Reb Shloimeh wanted to call out, "Silence, you scoundrel!" The words all but rolled off his tongue, but he contained himself, and moved on.

"The one who obeys will be blessed," proclaimed the individual on the platform, "and whoso despises the decree, his end shall be Gehenna, with that of Jeroboam, the son of Nebat, who sinned and made Israel to sin!"

With these last words the speaker threw a fiery glance at Reb Shloimeh.

A quiver ran through the Shool, and all eyes were turned on Reb Shloimeh, expecting him to begin abusing the speaker. A lively scene was anticipated. But Reb Shloimeh smiled.

He quietly handed his prayer-scarf to the beadle, wished the bystanders "good Sabbath," and walked out of Shool, leaving them all disconcerted.

That Sabbath Reb Shloimeh was the quietest man in the whole town. He was convinced that the interdict would have no effect on anyone. "People are not so foolish as all that," he thought, "and they wouldn't treat him in that way!" He sat and laid plans for carrying on the education in the Talmud Torah, and he felt so light of heart that he sang to himself for very pleasure.

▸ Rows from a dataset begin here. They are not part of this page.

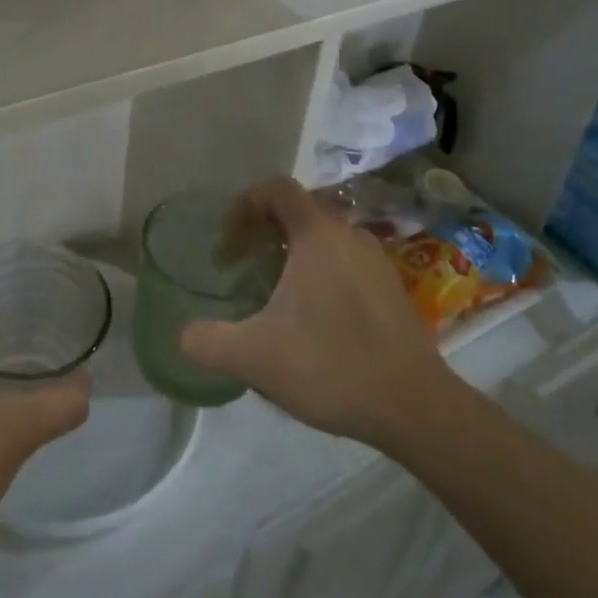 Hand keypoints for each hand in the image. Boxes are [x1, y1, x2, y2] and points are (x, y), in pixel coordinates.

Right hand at [180, 178, 456, 449]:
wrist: (416, 408)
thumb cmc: (332, 365)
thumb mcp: (255, 356)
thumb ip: (208, 342)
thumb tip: (181, 335)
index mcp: (318, 234)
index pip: (276, 188)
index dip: (244, 205)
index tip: (227, 240)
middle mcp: (349, 235)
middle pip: (298, 212)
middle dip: (262, 232)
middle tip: (240, 266)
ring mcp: (375, 261)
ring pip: (322, 238)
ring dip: (290, 254)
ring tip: (270, 293)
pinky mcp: (391, 289)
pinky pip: (344, 262)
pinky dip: (318, 273)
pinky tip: (310, 319) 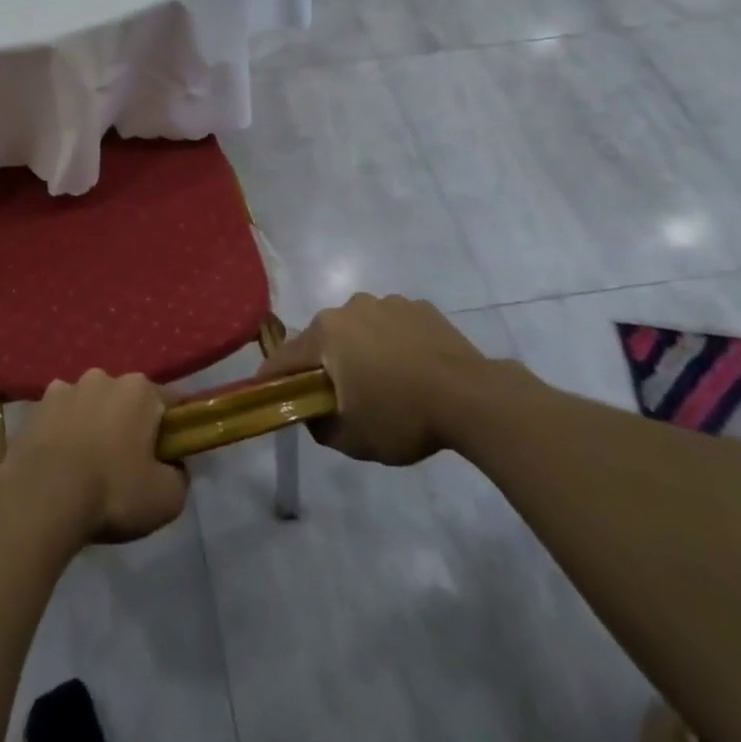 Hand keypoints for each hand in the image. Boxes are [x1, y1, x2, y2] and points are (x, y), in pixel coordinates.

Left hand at [0, 370, 188, 544]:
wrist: (41, 498)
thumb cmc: (112, 492)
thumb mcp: (167, 498)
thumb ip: (180, 476)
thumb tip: (174, 466)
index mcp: (140, 390)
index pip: (169, 402)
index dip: (173, 429)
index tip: (169, 456)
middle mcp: (103, 378)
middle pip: (126, 400)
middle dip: (129, 424)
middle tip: (127, 464)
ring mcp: (65, 388)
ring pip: (90, 405)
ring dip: (93, 425)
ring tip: (86, 466)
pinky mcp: (35, 407)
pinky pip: (59, 417)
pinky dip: (62, 432)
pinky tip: (59, 463)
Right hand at [259, 294, 502, 464]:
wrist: (473, 399)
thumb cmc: (402, 416)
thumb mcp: (351, 438)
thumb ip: (318, 425)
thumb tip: (311, 412)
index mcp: (326, 333)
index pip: (284, 357)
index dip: (272, 378)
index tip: (267, 394)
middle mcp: (349, 307)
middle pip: (323, 339)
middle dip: (323, 364)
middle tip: (338, 396)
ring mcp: (387, 303)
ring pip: (359, 329)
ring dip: (360, 350)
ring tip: (383, 383)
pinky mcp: (419, 307)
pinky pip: (393, 326)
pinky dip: (393, 343)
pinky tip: (412, 369) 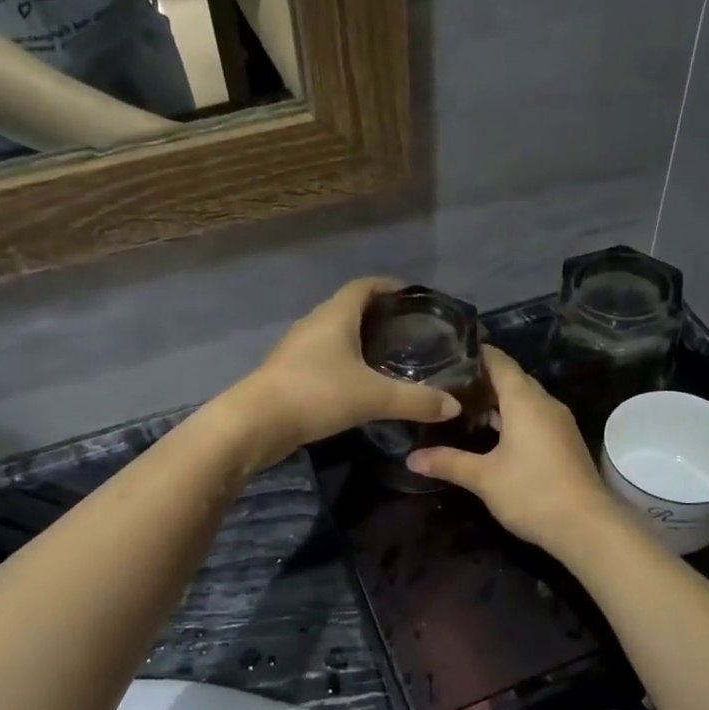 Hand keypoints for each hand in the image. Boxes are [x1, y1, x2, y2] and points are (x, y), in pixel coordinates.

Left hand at [226, 278, 460, 464]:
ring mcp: (297, 348)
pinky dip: (344, 361)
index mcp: (335, 315)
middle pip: (349, 307)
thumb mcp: (374, 397)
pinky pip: (323, 356)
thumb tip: (453, 406)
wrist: (255, 423)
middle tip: (408, 330)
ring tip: (388, 356)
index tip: (413, 297)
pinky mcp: (289, 372)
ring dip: (358, 339)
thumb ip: (416, 400)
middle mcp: (314, 324)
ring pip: (334, 334)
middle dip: (378, 314)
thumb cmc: (316, 394)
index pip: (364, 286)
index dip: (389, 286)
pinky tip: (358, 383)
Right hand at [407, 347, 619, 553]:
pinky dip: (512, 418)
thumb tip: (411, 459)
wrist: (587, 527)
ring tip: (463, 410)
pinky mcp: (564, 441)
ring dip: (497, 402)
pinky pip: (534, 417)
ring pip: (524, 400)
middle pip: (512, 379)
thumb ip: (448, 462)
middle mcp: (545, 404)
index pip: (500, 362)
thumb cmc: (532, 492)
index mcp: (525, 401)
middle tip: (447, 385)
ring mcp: (558, 423)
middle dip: (482, 380)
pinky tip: (492, 436)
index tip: (448, 353)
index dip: (476, 354)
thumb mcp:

The old wife, meanwhile, was muttering and moaning. She had all her life been quite content with her husband and everything he did, and had always done her best to help him, hoping that in the world to come she would certainly share his portion of immortality. And now she saw with horror that he was like to throw away his future. But how ever could it be? she wondered, and was bathed in tears: "What has come over you? What has happened to make you like that? They are not just to you, are they, when they say that about taking children and making Gentiles of them?" Reb Shloimeh smiled. "Do you think," he said to her, "that I have gone mad in my old age? Don't be afraid. I'm in my right mind, and you shall not lose your place in Paradise."

But the wife was not satisfied with the reply, and continued to mutter and to weep. There were goings-on in the town, too. The place was aboil with excitement. Of course they talked about Reb Shloimeh; nobody could make out what had come to him all of a sudden.

"That is the teacher's work!" explained one of a knot of talkers.

"And we thought Reb Shloimeh such a sage, such a clever man, so book-learned. How can the teacher (may his name perish!) have talked him over?"